Student Financial Grants

Financial grants for students take the form of scholarships, fellowships, and student aid. Grants are much different than loans: loans must be paid back whereas grants do not. Student financial grants are available through the federal and state governments, non-profit organizations, and accredited intuitions of higher learning.

Let’s start at the institutional level. A college, university, vocational or technical school will have a Department of Financial Aid. Generally, and this is quite important, while the student will be requested to complete the FAFSA (Free Application Form for Student Aid. There will be a designated deadline. This means the student must submit the completed application with all attendant documents by that deadline date – no excuses. Furthermore, and equally important, the FAFSA will requires the institute’s unique code, and is easily available at the Financial Aid Office. Awards vary depending on numerous issues with the overarching one being financial need. Again, and this must be stressed, not all financial aid for students comes as grants; many programs are loan-based and/or are work-study programs.

The most identifiable grants for students are the Federal Pell Grants. Pell grants are a vital source of student financial grants with need, but come with stringent rules and regulations. Recipients must be enrolled in an undergraduate program leading to an associate’s or first bachelor’s degree. The recipients must meet all other eligibility criteria required for receipt of federal assistance and “an eligible student’s Expected Family Contribution (EFC) must be less than or equal to the maximum figure established by the federal government for the academic year. EFC is determined from the information reported on the FAFSA.” This is all a very complicated process, so the sooner the FAFSA is submitted, the better!

Scholarships, on the other hand, can be awarded for academic achievement. Many colleges and universities award scholarships to incoming freshmen.

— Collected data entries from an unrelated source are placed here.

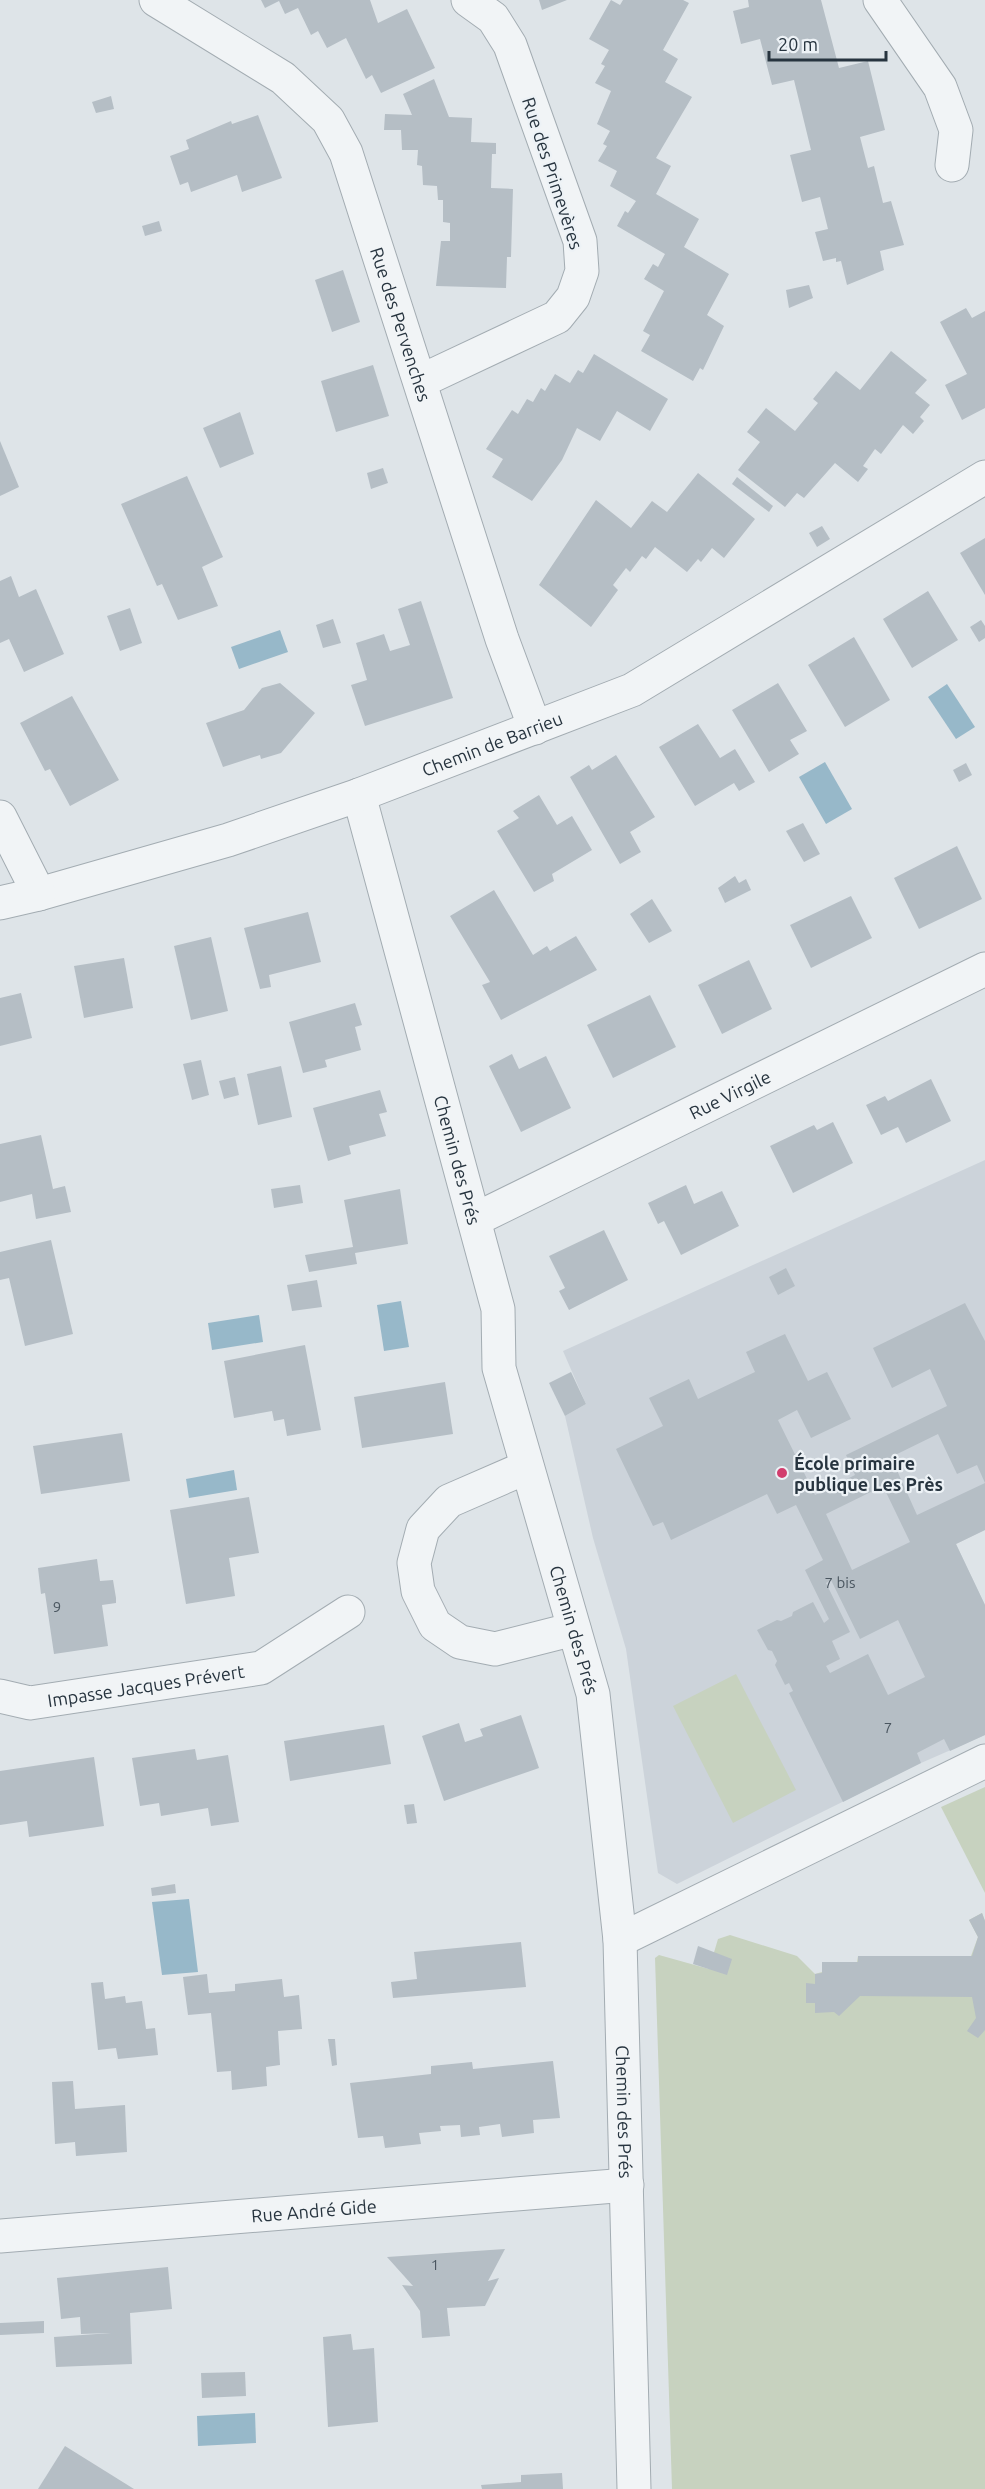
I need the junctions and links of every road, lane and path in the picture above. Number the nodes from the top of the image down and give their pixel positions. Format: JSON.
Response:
{"nodes":[{"id":1,"x":156,"y":0,"type":"edge"},
{"id":2,"x":468,"y":0,"type":"edge"},
{"id":3,"x":880,"y":0,"type":"edge"},
{"id":4,"x":952,"y":165,"type":"dead end"},
{"id":5,"x":421,"y":381,"type":"junction"},
{"id":6,"x":985,"y":477,"type":"edge"},
{"id":7,"x":535,"y":728,"type":"junction"},
{"id":8,"x":359,"y":795,"type":"junction"},
{"id":9,"x":0,"y":817,"type":"edge"},
{"id":10,"x":39,"y":894,"type":"junction"},
{"id":11,"x":0,"y":903,"type":"edge"},
{"id":12,"x":985,"y":969,"type":"edge"},
{"id":13,"x":474,"y":1220,"type":"junction"},
{"id":14,"x":527,"y":1467,"type":"junction"},
{"id":15,"x":348,"y":1612,"type":"dead end"},
{"id":16,"x":574,"y":1629,"type":"junction"},
{"id":17,"x":0,"y":1696,"type":"edge"},
{"id":18,"x":985,"y":1761,"type":"edge"},
{"id":19,"x":620,"y":1940,"type":"junction"},
{"id":20,"x":627,"y":2185,"type":"junction"},
{"id":21,"x":0,"y":2236,"type":"edge"},
{"id":22,"x":634,"y":2489,"type":"edge"}],
"edges":[{"from":1,"to":5,"type":"street","name":"Rue des Pervenches"},
{"from":2,"to":5,"type":"street","name":"Rue des Primevères"},
{"from":3,"to":4,"type":"street"},
{"from":5,"to":7,"type":"street","name":"Rue des Pervenches"},
{"from":6,"to":7,"type":"street","name":"Chemin de Barrieu"},
{"from":7,"to":8,"type":"street","name":"Chemin de Barrieu"},
{"from":8,"to":10,"type":"street","name":"Chemin de Barrieu"},
{"from":8,"to":13,"type":"street","name":"Chemin des Prés"},
{"from":9,"to":10,"type":"street"},
{"from":10,"to":11,"type":"street","name":"Chemin de Barrieu"},
{"from":12,"to":13,"type":"street","name":"Rue Virgile"},
{"from":13,"to":14,"type":"street","name":"Chemin des Prés"},
{"from":14,"to":16,"type":"street","name":"Chemin des Prés"},
{"from":14,"to":16,"type":"street"},
{"from":15,"to":17,"type":"street","name":"Impasse Jacques Prévert"},
{"from":16,"to":19,"type":"street","name":"Chemin des Prés"},
{"from":18,"to":19,"type":"street"},
{"from":19,"to":20,"type":"street","name":"Chemin des Prés"},
{"from":20,"to":21,"type":"street","name":"Rue André Gide"},
{"from":20,"to":22,"type":"street","name":"Chemin des Prés"}]}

They can range from as little to $1,000 to $50,000 depending on the institution. And, too, scholarships are highly competitive! Some scholarships are university-wide or college-specific: others require separate applications. At the University of Minnesota, university-wide scholarships are available, and to be considered one simply submits the application for freshman admission. According to the university, “admitted freshmen are considered for these University-wide scholarships based on an overall assessment of their admission application.” So again, check with the Office of Financial Aid in regard to scholarships, eligibility requirements, and the application process.

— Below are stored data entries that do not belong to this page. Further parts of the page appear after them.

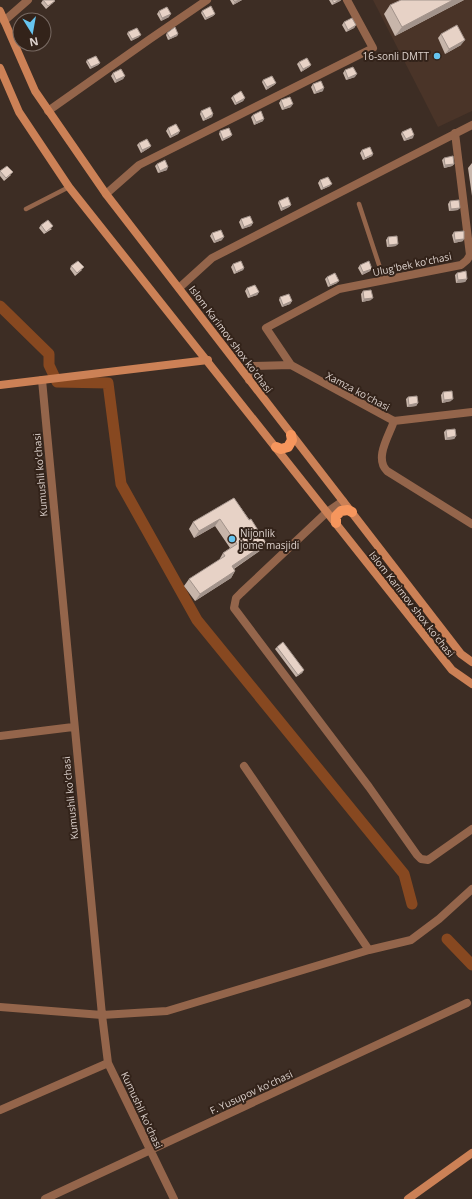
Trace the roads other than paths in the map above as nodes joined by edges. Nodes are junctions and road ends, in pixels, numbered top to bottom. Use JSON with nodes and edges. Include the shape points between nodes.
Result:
{"nodes":[{"id":1,"x":28,"y":0,"type":"edge"},
{"id":2,"x":207,"y":0,"type":"edge"},
{"id":3,"x":347,"y":0,"type":"edge"},
{"id":4,"x":0,"y":11,"type":"edge"},
{"id":5,"x":4,"y":21,"type":"junction"},
{"id":6,"x":0,"y":68,"type":"edge"},
{"id":7,"x":48,"y":111,"type":"junction"},
{"id":8,"x":472,"y":125,"type":"edge"},
{"id":9,"x":455,"y":133,"type":"junction"},
{"id":10,"x":69,"y":187,"type":"junction"},
{"id":11,"x":106,"y":194,"type":"junction"},
{"id":12,"x":360,"y":204,"type":"dead end"},
{"id":13,"x":26,"y":209,"type":"dead end"},
{"id":14,"x":384,"y":280,"type":"junction"},
{"id":15,"x":179,"y":288,"type":"junction"},
{"id":16,"x":208,"y":360,"type":"junction"},
{"id":17,"x":291,"y":365,"type":"junction"},
{"id":18,"x":42,"y":380,"type":"junction"},
{"id":19,"x":249,"y":380,"type":"junction"},
{"id":20,"x":0,"y":385,"type":"edge"},
{"id":21,"x":472,"y":412,"type":"edge"},
{"id":22,"x":394,"y":421,"type":"junction"},
{"id":23,"x":291,"y":435,"type":"junction"},
{"id":24,"x":276,"y":447,"type":"junction"},
{"id":25,"x":343,"y":501,"type":"junction"},
{"id":26,"x":328,"y":512,"type":"junction"},
{"id":27,"x":352,"y":512,"type":"junction"},
{"id":28,"x":336,"y":524,"type":"junction"},
{"id":29,"x":472,"y":524,"type":"edge"},
{"id":30,"x":472,"y":662,"type":"edge"},
{"id":31,"x":472,"y":684,"type":"edge"},
{"id":32,"x":73,"y":727,"type":"junction"},
{"id":33,"x":0,"y":736,"type":"edge"},
{"id":34,"x":244,"y":766,"type":"dead end"},
{"id":35,"x":472,"y":829,"type":"edge"},
{"id":36,"x":472,"y":889,"type":"edge"},
{"id":37,"x":369,"y":950,"type":"junction"},
{"id":38,"x":467,"y":1003,"type":"dead end"},
{"id":39,"x":0,"y":1007,"type":"edge"},
{"id":40,"x":102,"y":1015,"type":"junction"},
{"id":41,"x":108,"y":1062,"type":"junction"},
{"id":42,"x":0,"y":1110,"type":"edge"},
{"id":43,"x":150,"y":1150,"type":"junction"},
{"id":44,"x":472,"y":1153,"type":"edge"},
{"id":45,"x":45,"y":1199,"type":"edge"},
{"id":46,"x":174,"y":1199,"type":"edge"},
{"id":47,"x":408,"y":1199,"type":"edge"}],
"edges":[{"from":1,"to":5,"type":"street"},
{"from":2,"to":7,"type":"street"},
{"from":3,"to":11,"type":"street","via":[[373,48],[139,164]]},
{"from":4,"to":5,"type":"main road","name":"Islom Karimov shox ko'chasi"},
{"from":5,"to":7,"type":"main road","name":"Islom Karimov shox ko'chasi","via":[[35,91]]},
{"from":6,"to":10,"type":"main road","name":"Islom Karimov shox ko'chasi","via":[[19,112]]},
{"from":7,"to":11,"type":"main road","name":"Islom Karimov shox ko'chasi"},
{"from":8,"to":9,"type":"street"},
{"from":9,"to":14,"type":"street","name":"Ulug'bek ko'chasi","via":[[470,254],[461,264]]},
{"from":9,"to":15,"type":"street","via":[[212,258]]},
{"from":10,"to":13,"type":"lane"},
{"from":10,"to":16,"type":"main road","name":"Islom Karimov shox ko'chasi"},
{"from":11,"to":15,"type":"main road","name":"Islom Karimov shox ko'chasi"},
{"from":12,"to":14,"type":"lane"},
{"from":14,"to":17,"type":"street","name":"Ulug'bek ko'chasi","via":[[339,289],[266,328]]},
{"from":15,"to":19,"type":"main road","name":"Islom Karimov shox ko'chasi"},
{"from":16,"to":18,"type":"main road"},
{"from":16,"to":24,"type":"main road","name":"Islom Karimov shox ko'chasi"},
{"from":17,"to":19,"type":"street","via":[[252,366]]},
{"from":17,"to":22,"type":"street","name":"Xamza ko'chasi"},
{"from":18,"to":20,"type":"main road"},
{"from":18,"to":32,"type":"street","name":"Kumushli ko'chasi"},
{"from":19,"to":23,"type":"main road","name":"Islom Karimov shox ko'chasi"},
{"from":21,"to":22,"type":"street","name":"Xamza ko'chasi"},
{"from":22,"to":29,"type":"street","via":[[381,455],[382,467]]},
{"from":23,"to":24,"type":"main road","via":[[292,440],[288,447]]},
{"from":23,"to":25,"type":"main road","name":"Islom Karimov shox ko'chasi"},
{"from":24,"to":26,"type":"main road","name":"Islom Karimov shox ko'chasi"},
{"from":25,"to":26,"type":"street"},
{"from":25,"to":27,"type":"main road","name":"Islom Karimov shox ko'chasi"},
{"from":26,"to":28,"type":"main road","name":"Islom Karimov shox ko'chasi"},
{"from":26,"to":35,"type":"street","via":[[236,598],[236,612],[421,859],[428,860]]},
{"from":27,"to":28,"type":"main road","via":[[341,511],[336,516]]},
{"from":27,"to":30,"type":"main road","name":"Islom Karimov shox ko'chasi","via":[[461,654]]},
{"from":28,"to":31,"type":"main road","name":"Islom Karimov shox ko'chasi","via":[[452,670]]},
{"from":32,"to":33,"type":"street"},
{"from":32,"to":40,"type":"street","name":"Kumushli ko'chasi"},
{"from":34,"to":37,"type":"street"},
{"from":36,"to":37,"type":"street","via":[[411,940]]},
{"from":37,"to":40,"type":"street","via":[[167,1011]]},
{"from":38,"to":43,"type":"street","name":"F. Yusupov ko'chasi"},
{"from":39,"to":40,"type":"street"},
{"from":40,"to":41,"type":"street","name":"Kumushli ko'chasi"},
{"from":41,"to":42,"type":"street"},
{"from":41,"to":43,"type":"street","name":"Kumushli ko'chasi"},
{"from":43,"to":45,"type":"street","name":"F. Yusupov ko'chasi"},
{"from":43,"to":46,"type":"street","name":"Kumushli ko'chasi"},
{"from":44,"to":47,"type":"main road"}]}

Student fellowships are widely available, highly competitive, and awarded in numerous fields of studies from the Humanities to Medicine. Some fellowships are awarded to undergraduates. Most are awarded to graduate and doctoral students. Fellowships are made available to all those who qualify, but many are available only to women and minorities.

Finally, the student should conduct his or her own research to determine what financial grants are available. Does it take time? Absolutely. Can the process be long? Of course. But the outcome can mean the difference between getting a student financial grant versus not being awarded anything at all!